The head of the U.S. Small Business Administration said the latest version of a government plan to pry loose lending markets will help small businesses.
Acting SBA Administrator Darryl K. Hairston in a Feb. 10 release praised the Federal Reserve Bank of New York and the latest version of its Term Asset-Backed Securities Loan Facility, or TALF.
“If we want to thaw the credit markets for small businesses, we absolutely have to get the secondary market for small business loans moving again. TALF is a critical element in doing that,” he said. “SBA supports this program and we’re glad the TALF is moving forward with some changes we asked for that will make SBA lending more attractive for 7(a) and 504 program lenders.”

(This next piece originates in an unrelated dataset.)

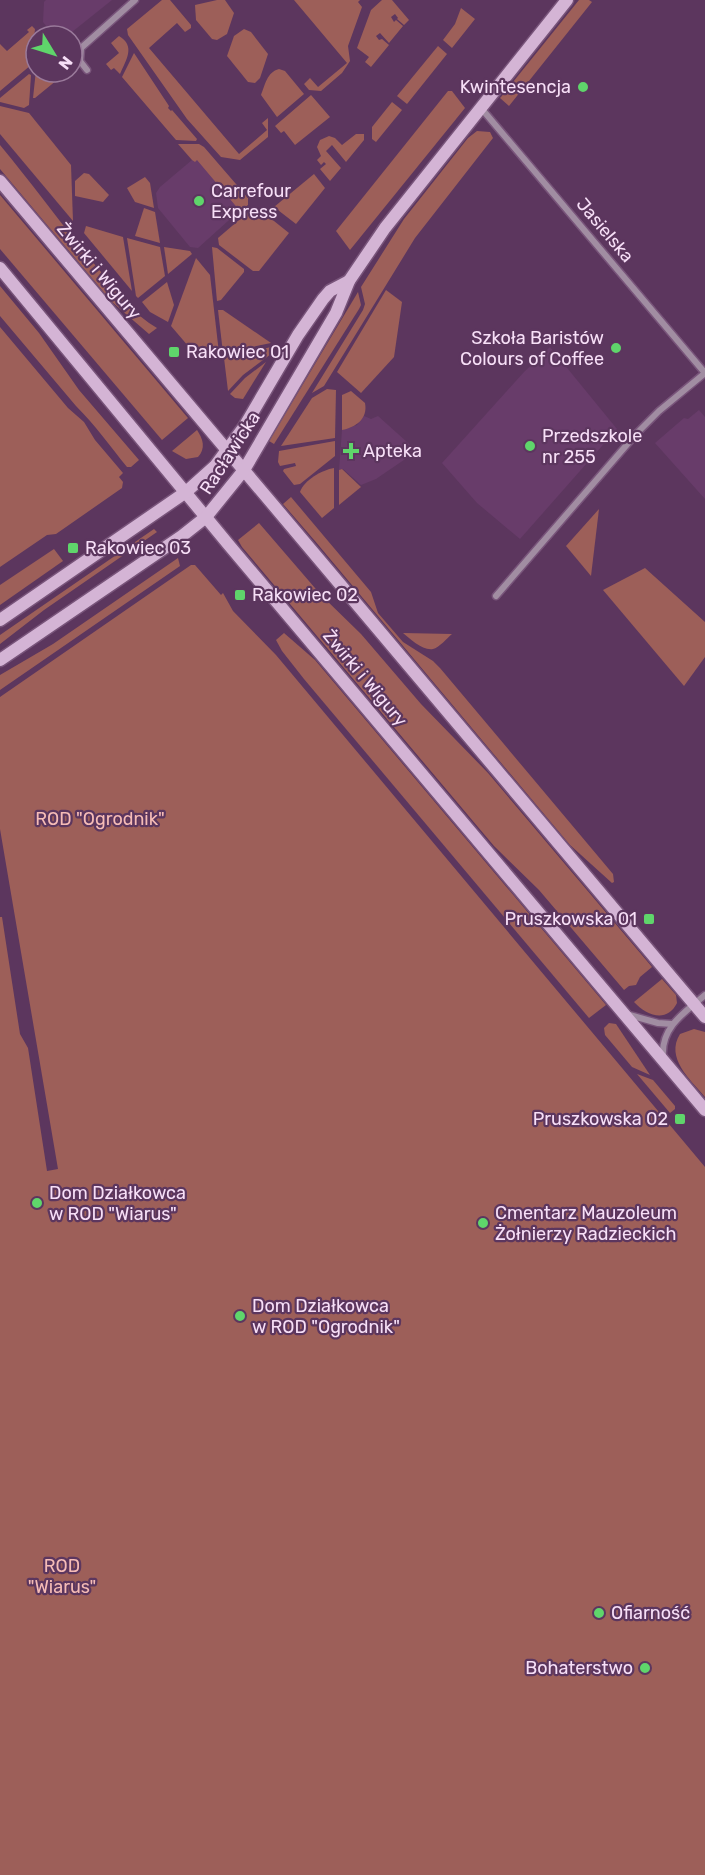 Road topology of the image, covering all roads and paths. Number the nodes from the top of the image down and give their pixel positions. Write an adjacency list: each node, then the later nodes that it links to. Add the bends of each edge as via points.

The goal of TALF is to help unfreeze recession-battered credit markets and its revised terms and conditions were announced on March 3 by the Federal Reserve of New York.
The revisions include a reduction in the interest rates and collateral haircuts — a percentage subtracted from the market value of the collateral — for loans secured by asset-backed securities guaranteed by the Small Business Administration or backed by government-guaranteed student loans.
The Reserve said in a release that TALF was “designed to catalyze the securitization markets by providing financing to investors to support their purchases of certain AAA-rated asset-backed securities. These markets have historically been a critical component of lending in our financial system, but they have been virtually shuttered since the worsening of the financial crisis in October. By reopening these markets, the TALF will assist lenders in meeting the borrowing needs of consumers and small businesses, helping to stimulate the broader economy.”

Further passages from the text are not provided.